■ **TASK OBJECTIVE**:
All of the data below must be reproduced word for word, but without its images.

[INPUT RECORDS — start]

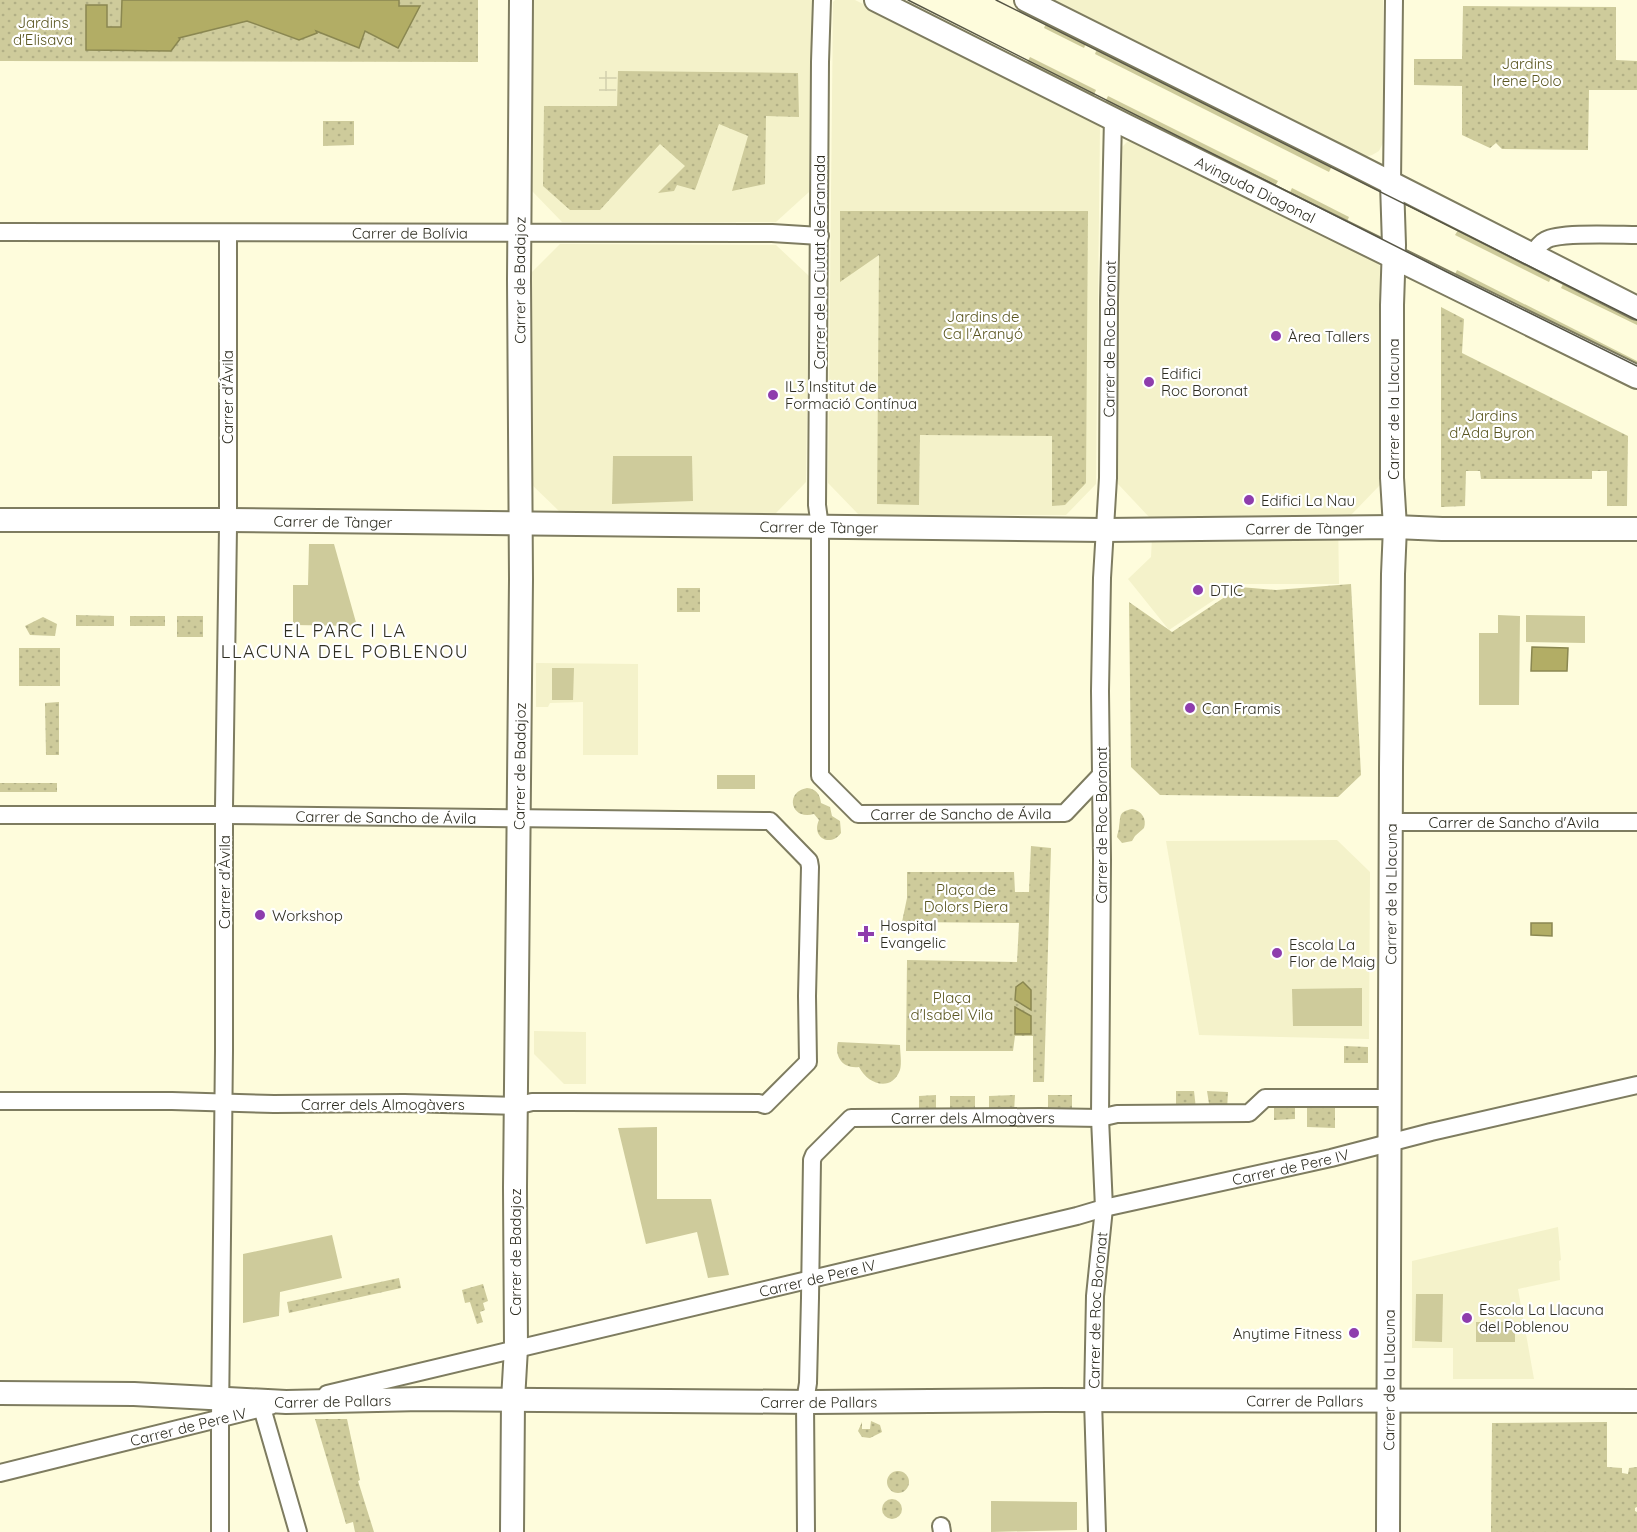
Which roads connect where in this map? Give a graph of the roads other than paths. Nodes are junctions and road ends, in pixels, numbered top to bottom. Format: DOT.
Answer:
graph roads {
  1 [pos="521,0"];
  2 [pos="822,0"];
  3 [pos="876,0"];
  4 [pos="1026,0"];
  5 [pos="1394,0"];
  6 [pos="1113,118"];
  7 [pos="1392,183"];
  8 [pos="0,232"];
  9 [pos="519,232"];
  10 [pos="228,233"];
  11 [pos="1637,235"];
  12 [pos="820,236"];
  13 [pos="1533,254"];
  14 [pos="1394,257"];
  15 [pos="1637,308"];
  16 [pos="1637,377"];
  17 [pos="0,520"];
  18 [pos="228,520"];
  19 [pos="521,524"];
  20 [pos="820,527"];
  21 [pos="1395,527"];
  22 [pos="1104,530"];
  23 [pos="1637,530"];
  24 [pos="1101,775"];
  25 [pos="858,814"];
  26 [pos="0,815"];
  27 [pos="225,815"];
  28 [pos="519,818"];
  29 [pos="1391,822"];
  30 [pos="1637,822"];
  31 [pos="1637,1085"];
  32 [pos="1389,1098"];
  33 [pos="0,1101"];
  34 [pos="224,1102"];
  35 [pos="765,1105"];
  36 [pos="516,1106"];
  37 [pos="1093,1118"];
  38 [pos="1389,1144"];
  39 [pos="1104,1208"];
  40 [pos="810,1278"];
  41 [pos="516,1348"];
  42 [pos="0,1393"];
  43 [pos="513,1400"];
  44 [pos="1093,1400"];
  45 [pos="1388,1401"];
  46 [pos="1637,1401"];
  47 [pos="286,1402"];
  48 [pos="806,1402"];
  49 [pos="261,1404"];
  50 [pos="220,1409"];
  51 [pos="0,1473"];
  52 [pos="220,1532"];
  53 [pos="298,1532"];
  54 [pos="512,1532"];
  55 [pos="806,1532"];
  56 [pos="1096,1532"];
  57 [pos="1388,1532"];
  1 -- 9 [label="street, Carrer de Badajoz"];
  2 -- 12 [label="street, Carrer de la Ciutat de Granada"];
  3 -- 6 [label="street, Avinguda Diagonal"];
  4 -- 7 [label="street"];
  5 -- 7 [label="street"];
  6 -- 14 [label="street, Avinguda Diagonal"];
  6 -- 22 [label="street, Carrer de Roc Boronat"];
  7 -- 13 [label="street"];
  7 -- 14 [label="street, Carrer de la Llacuna"];
  8 -- 10 [label="street, Carrer de Bolívia"];
  9 -- 10 [label="street, Carrer de Bolívia"];
  9 -- 12 [label="street, Carrer de Bolívia"];
  9 -- 19 [label="street, Carrer de Badajoz"];
  10 -- 18 [label="street, Carrer d'Àvila"];
  11 -- 13 [label="street"];
  12 -- 20 [label="street, Carrer de la Ciutat de Granada"];
  13 -- 15 [label="street"];
  14 -- 16 [label="street, Avinguda Diagonal"];
  14 -- 21 [label="street, Carrer de la Llacuna"];
  17 -- 18 [label="street, Carrer de Tànger"];
  18 -- 19 [label="street, Carrer de Tànger"];
  18 -- 27 [label="street, Carrer d'Àvila"];
  19 -- 20 [label="street, Carrer de Tànger"];
  19 -- 28 [label="street, Carrer de Badajoz"];
  20 -- 22 [label="street, Carrer de Tànger"];
  20 -- 25 [label="street, Carrer de la Ciutat de Granada"];
  21 -- 22 [label="street, Carrer de Tànger"];
  21 -- 23 [label="street, Carrer de Tànger"];
  21 -- 29 [label="street, Carrer de la Llacuna"];
  22 -- 24 [label="street, Carrer de Roc Boronat"];
  24 -- 25 [label="street, Carrer de Sancho de Ávila"];
  24 -- 37 [label="street, Carrer de Roc Boronat"];
  26 -- 27 [label="street, Carrer de Sancho de Ávila"];
  27 -- 28 [label="street, Carrer de Sancho de Ávila"];
  27 -- 34 [label="street, Carrer d'Àvila"];
  28 -- 35 [label="street, Carrer de Sancho de Ávila"];
  28 -- 36 [label="street, Carrer de Badajoz"];
  29 -- 30 [label="street, Carrer de Sancho d'Avila"];
  29 -- 32 [label="street, Carrer de la Llacuna"];
  31 -- 38 [label="street, Carrer de Pere IV"];
  32 -- 37 [label="street, Carrer dels Almogàvers"];
  32 -- 38 [label="street, Carrer de la Llacuna"];
  33 -- 34 [label="street, Carrer dels Almogàvers"];
  34 -- 36 [label="street, Carrer dels Almogàvers"];
  34 -- 50 [label="street, Carrer d'Àvila"];
  35 -- 36 [label="street, Carrer dels Almogàvers"];
  36 -- 41 [label="street, Carrer de Badajoz"];
  37 -- 39 [label="street, Carrer de Roc Boronat"];
  37 -- 40 [label="street, Carrer dels Almogàvers"];
  38 -- 39 [label="street, Carrer de Pere IV"];
  38 -- 45 [label="street, Carrer de la Llacuna"];
  39 -- 40 [label="street, Carrer de Pere IV"];
  39 -- 44 [label="street, Carrer de Roc Boronat"];
  40 -- 41 [label="street, Carrer de Pere IV"];
  40 -- 48 [label="street"];
  41 -- 43 [label="street, Carrer de Badajoz"];
  41 -- 47 [label="street, Carrer de Pere IV"];
  42 -- 50 [label="street, Carrer de Pallars"];
  43 -- 47 [label="street, Carrer de Pallars"];
  43 -- 48 [label="street, Carrer de Pallars"];
  43 -- 54 [label="street, Carrer de Badajoz"];
  44 -- 45 [label="street, Carrer de Pallars"];
  44 -- 48 [label="street, Carrer de Pallars"];
  44 -- 56 [label="street, Carrer de Roc Boronat"];
  45 -- 46 [label="street, Carrer de Pallars"];
  45 -- 57 [label="street, Carrer de la Llacuna"];
  47 -- 49 [label="street, Carrer de Pallars"];
  48 -- 55 [label="street"];
  49 -- 50 [label="street, Carrer de Pallars"];
  49 -- 53 [label="street"];
  50 -- 51 [label="street, Carrer de Pere IV"];
  50 -- 52 [label="street, Carrer d'Àvila"];
}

[INPUT RECORDS — finish]

■ **ANSWER AREA**:
Which roads connect where in this map? Give a graph of the roads other than paths. Nodes are junctions and road ends, in pixels, numbered top to bottom. Format: DOT.
Answer:
graph roads {
  1 [pos="521,0"];
  2 [pos="822,0"];
  3 [pos="876,0"];
  4 [pos="1026,0"];
  5 [pos="1394,0"];
  6 [pos="1113,118"];
  7 [pos="1392,183"];
  8 [pos="0,232"];
  9 [pos="519,232"];
  10 [pos="228,233"];
  11 [pos="1637,235"];
  12 [pos="820,236"];
  13 [pos="1533,254"];
  14 [pos="1394,257"];
  15 [pos="1637,308"];
  16 [pos="1637,377"];
  17 [pos="0,520"];
  18 [pos="228,520"];
  19 [pos="521,524"];
  20 [pos="820,527"];
  21 [pos="1395,527"];
  22 [pos="1104,530"];
  23 [pos="1637,530"];
  24 [pos="1101,775"];
  25 [pos="858,814"];
  26 [pos="0,815"];
  27 [pos="225,815"];
  28 [pos="519,818"];
  29 [pos="1391,822"];
  30 [pos="1637,822"];
  31 [pos="1637,1085"];
  32 [pos="1389,1098"];
  33 [pos="0,1101"];
  34 [pos="224,1102"];
  35 [pos="765,1105"];
  36 [pos="516,1106"];
  37 [pos="1093,1118"];
  38 [pos="1389,1144"];
  39 [pos="1104,1208"];
  40 [pos="810,1278"];
  41 [pos="516,1348"];
  42 [pos="0,1393"];
  43 [pos="513,1400"];
  44 [pos="1093,1400"];
  45 [pos="1388,1401"];
  46 [pos="1637,1401"];
  47 [pos="286,1402"];
  48 [pos="806,1402"];
  49 [pos="261,1404"];
  50 [pos="220,1409"];
  51 [pos="0,1473"];
  52 [pos="220,1532"];
  53 [pos="298,1532"];
  54 [pos="512,1532"];
  55 [pos="806,1532"];
  56 [pos="1096,1532"];
  57 [pos="1388,1532"];
  1 -- 9 [label="street, Carrer de Badajoz"];
  2 -- 12 [label="street, Carrer de la Ciutat de Granada"];
  3 -- 6 [label="street, Avinguda Diagonal"];
  4 -- 7 [label="street"];
  5 -- 7 [label="street"];
  6 -- 14 [label="street, Avinguda Diagonal"];
  6 -- 22 [label="street, Carrer de Roc Boronat"];
  7 -- 13 [label="street"];
  7 -- 14 [label="street, Carrer de la Llacuna"];
  8 -- 10 [label="street, Carrer de Bolívia"];
  9 -- 10 [label="street, Carrer de Bolívia"];
  9 -- 12 [label="street, Carrer de Bolívia"];
  9 -- 19 [label="street, Carrer de Badajoz"];
  10 -- 18 [label="street, Carrer d'Àvila"];
  11 -- 13 [label="street"];
  12 -- 20 [label="street, Carrer de la Ciutat de Granada"];
  13 -- 15 [label="street"];
  14 -- 16 [label="street, Avinguda Diagonal"];
  14 -- 21 [label="street, Carrer de la Llacuna"];
  17 -- 18 [label="street, Carrer de Tànger"];
  18 -- 19 [label="street, Carrer de Tànger"];
  18 -- 27 [label="street, Carrer d'Àvila"];
  19 -- 20 [label="street, Carrer de Tànger"];
  19 -- 28 [label="street, Carrer de Badajoz"];
  20 -- 22 [label="street, Carrer de Tànger"];
  20 -- 25 [label="street, Carrer de la Ciutat de Granada"];
  21 -- 22 [label="street, Carrer de Tànger"];
  21 -- 23 [label="street, Carrer de Tànger"];
  21 -- 29 [label="street, Carrer de la Llacuna"];
  22 -- 24 [label="street, Carrer de Roc Boronat"];
  24 -- 25 [label="street, Carrer de Sancho de Ávila"];
  24 -- 37 [label="street, Carrer de Roc Boronat"];
  26 -- 27 [label="street, Carrer de Sancho de Ávila"];
  27 -- 28 [label="street, Carrer de Sancho de Ávila"];
  27 -- 34 [label="street, Carrer d'Àvila"];
  28 -- 35 [label="street, Carrer de Sancho de Ávila"];
  28 -- 36 [label="street, Carrer de Badajoz"];
  29 -- 30 [label="street, Carrer de Sancho d'Avila"];
  29 -- 32 [label="street, Carrer de la Llacuna"];
  31 -- 38 [label="street, Carrer de Pere IV"];
  32 -- 37 [label="street, Carrer dels Almogàvers"];
  32 -- 38 [label="street, Carrer de la Llacuna"];
  33 -- 34 [label="street, Carrer dels Almogàvers"];
  34 -- 36 [label="street, Carrer dels Almogàvers"];
  34 -- 50 [label="street, Carrer d'Àvila"];
  35 -- 36 [label="street, Carrer dels Almogàvers"];
  36 -- 41 [label="street, Carrer de Badajoz"];
  37 -- 39 [label="street, Carrer de Roc Boronat"];
  37 -- 40 [label="street, Carrer dels Almogàvers"];
  38 -- 39 [label="street, Carrer de Pere IV"];
  38 -- 45 [label="street, Carrer de la Llacuna"];
  39 -- 40 [label="street, Carrer de Pere IV"];
  39 -- 44 [label="street, Carrer de Roc Boronat"];
  40 -- 41 [label="street, Carrer de Pere IV"];
  40 -- 48 [label="street"];
  41 -- 43 [label="street, Carrer de Badajoz"];
  41 -- 47 [label="street, Carrer de Pere IV"];
  42 -- 50 [label="street, Carrer de Pallars"];
  43 -- 47 [label="street, Carrer de Pallars"];
  43 -- 48 [label="street, Carrer de Pallars"];
  43 -- 54 [label="street, Carrer de Badajoz"];
  44 -- 45 [label="street, Carrer de Pallars"];
  44 -- 48 [label="street, Carrer de Pallars"];
  44 -- 56 [label="street, Carrer de Roc Boronat"];
  45 -- 46 [label="street, Carrer de Pallars"];
  45 -- 57 [label="street, Carrer de la Llacuna"];
  47 -- 49 [label="street, Carrer de Pallars"];
  48 -- 55 [label="street"];
  49 -- 50 [label="street, Carrer de Pallars"];
  49 -- 53 [label="street"];
  50 -- 51 [label="street, Carrer de Pere IV"];
  50 -- 52 [label="street, Carrer d'Àvila"];
}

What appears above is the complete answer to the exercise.